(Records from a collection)
• • • •
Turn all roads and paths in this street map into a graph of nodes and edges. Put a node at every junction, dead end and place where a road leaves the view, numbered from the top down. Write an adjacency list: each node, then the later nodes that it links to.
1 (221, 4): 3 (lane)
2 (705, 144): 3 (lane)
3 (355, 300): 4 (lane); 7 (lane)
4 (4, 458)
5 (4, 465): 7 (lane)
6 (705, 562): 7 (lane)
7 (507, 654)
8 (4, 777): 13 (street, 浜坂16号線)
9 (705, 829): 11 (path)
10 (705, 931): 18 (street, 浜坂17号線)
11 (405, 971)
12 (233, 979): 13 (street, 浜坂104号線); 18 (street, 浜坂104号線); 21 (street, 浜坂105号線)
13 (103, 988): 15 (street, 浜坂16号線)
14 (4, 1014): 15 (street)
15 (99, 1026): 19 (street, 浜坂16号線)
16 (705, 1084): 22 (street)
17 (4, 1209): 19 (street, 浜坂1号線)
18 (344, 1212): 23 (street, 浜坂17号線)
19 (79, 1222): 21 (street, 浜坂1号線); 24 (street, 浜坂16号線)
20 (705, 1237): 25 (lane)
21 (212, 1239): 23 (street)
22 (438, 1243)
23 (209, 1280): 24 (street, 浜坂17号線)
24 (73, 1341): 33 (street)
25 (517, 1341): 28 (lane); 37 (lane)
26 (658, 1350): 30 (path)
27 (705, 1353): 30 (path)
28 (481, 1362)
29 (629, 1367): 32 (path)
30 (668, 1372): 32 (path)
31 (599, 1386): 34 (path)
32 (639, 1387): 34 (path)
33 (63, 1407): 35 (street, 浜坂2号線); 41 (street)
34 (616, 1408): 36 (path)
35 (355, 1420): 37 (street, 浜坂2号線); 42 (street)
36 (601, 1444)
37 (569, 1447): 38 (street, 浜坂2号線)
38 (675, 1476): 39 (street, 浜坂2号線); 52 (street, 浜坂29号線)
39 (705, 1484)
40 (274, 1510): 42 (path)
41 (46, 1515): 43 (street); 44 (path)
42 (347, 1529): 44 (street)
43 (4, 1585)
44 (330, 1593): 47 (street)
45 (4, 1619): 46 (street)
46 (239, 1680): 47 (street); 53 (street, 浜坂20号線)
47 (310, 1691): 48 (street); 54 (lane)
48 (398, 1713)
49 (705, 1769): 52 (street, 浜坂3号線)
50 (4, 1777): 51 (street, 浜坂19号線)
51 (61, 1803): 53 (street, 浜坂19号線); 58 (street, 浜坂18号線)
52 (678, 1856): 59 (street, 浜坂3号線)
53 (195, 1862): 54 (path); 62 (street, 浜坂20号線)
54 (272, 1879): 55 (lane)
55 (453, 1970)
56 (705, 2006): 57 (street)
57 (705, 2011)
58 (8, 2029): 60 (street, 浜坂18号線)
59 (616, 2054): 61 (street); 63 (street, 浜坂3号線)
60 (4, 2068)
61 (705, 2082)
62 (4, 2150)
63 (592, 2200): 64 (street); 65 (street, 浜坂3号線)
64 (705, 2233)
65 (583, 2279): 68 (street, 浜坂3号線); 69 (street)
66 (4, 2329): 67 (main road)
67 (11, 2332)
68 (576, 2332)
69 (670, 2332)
• • • •
__Task directions__
Each entry above is to be set down again in exactly the same words.

__Your solution__
Turn all roads and paths in this street map into a graph of nodes and edges. Put a node at every junction, dead end and place where a road leaves the view, numbered from the top down. Write an adjacency list: each node, then the later nodes that it links to.
1 (221, 4): 3 (lane)
2 (705, 144): 3 (lane)
3 (355, 300): 4 (lane); 7 (lane)
4 (4, 458)
5 (4, 465): 7 (lane)
6 (705, 562): 7 (lane)
7 (507, 654)
8 (4, 777): 13 (street, 浜坂16号線)
9 (705, 829): 11 (path)
10 (705, 931): 18 (street, 浜坂17号線)
11 (405, 971)
12 (233, 979): 13 (street, 浜坂104号線); 18 (street, 浜坂104号線); 21 (street, 浜坂105号線)
13 (103, 988): 15 (street, 浜坂16号線)
14 (4, 1014): 15 (street)
15 (99, 1026): 19 (street, 浜坂16号線)
16 (705, 1084): 22 (street)
17 (4, 1209): 19 (street, 浜坂1号線)
18 (344, 1212): 23 (street, 浜坂17号線)
19 (79, 1222): 21 (street, 浜坂1号線); 24 (street, 浜坂16号線)
20 (705, 1237): 25 (lane)
21 (212, 1239): 23 (street)
22 (438, 1243)
23 (209, 1280): 24 (street, 浜坂17号線)
24 (73, 1341): 33 (street)
25 (517, 1341): 28 (lane); 37 (lane)
26 (658, 1350): 30 (path)
27 (705, 1353): 30 (path)
28 (481, 1362)
29 (629, 1367): 32 (path)
30 (668, 1372): 32 (path)
31 (599, 1386): 34 (path)
32 (639, 1387): 34 (path)
33 (63, 1407): 35 (street, 浜坂2号線); 41 (street)
34 (616, 1408): 36 (path)
35 (355, 1420): 37 (street, 浜坂2号線); 42 (street)
36 (601, 1444)
37 (569, 1447): 38 (street, 浜坂2号線)
38 (675, 1476): 39 (street, 浜坂2号線); 52 (street, 浜坂29号線)
39 (705, 1484)
40 (274, 1510): 42 (path)
41 (46, 1515): 43 (street); 44 (path)
42 (347, 1529): 44 (street)
43 (4, 1585)
44 (330, 1593): 47 (street)
45 (4, 1619): 46 (street)
46 (239, 1680): 47 (street); 53 (street, 浜坂20号線)
47 (310, 1691): 48 (street); 54 (lane)
48 (398, 1713)
49 (705, 1769): 52 (street, 浜坂3号線)
50 (4, 1777): 51 (street, 浜坂19号線)
51 (61, 1803): 53 (street, 浜坂19号線); 58 (street, 浜坂18号線)
52 (678, 1856): 59 (street, 浜坂3号線)
53 (195, 1862): 54 (path); 62 (street, 浜坂20号線)
54 (272, 1879): 55 (lane)
55 (453, 1970)
56 (705, 2006): 57 (street)
57 (705, 2011)
58 (8, 2029): 60 (street, 浜坂18号線)
59 (616, 2054): 61 (street); 63 (street, 浜坂3号線)
60 (4, 2068)
61 (705, 2082)
62 (4, 2150)
63 (592, 2200): 64 (street); 65 (street, 浜坂3号線)
64 (705, 2233)
65 (583, 2279): 68 (street, 浜坂3号線); 69 (street)
66 (4, 2329): 67 (main road)
67 (11, 2332)
68 (576, 2332)
69 (670, 2332)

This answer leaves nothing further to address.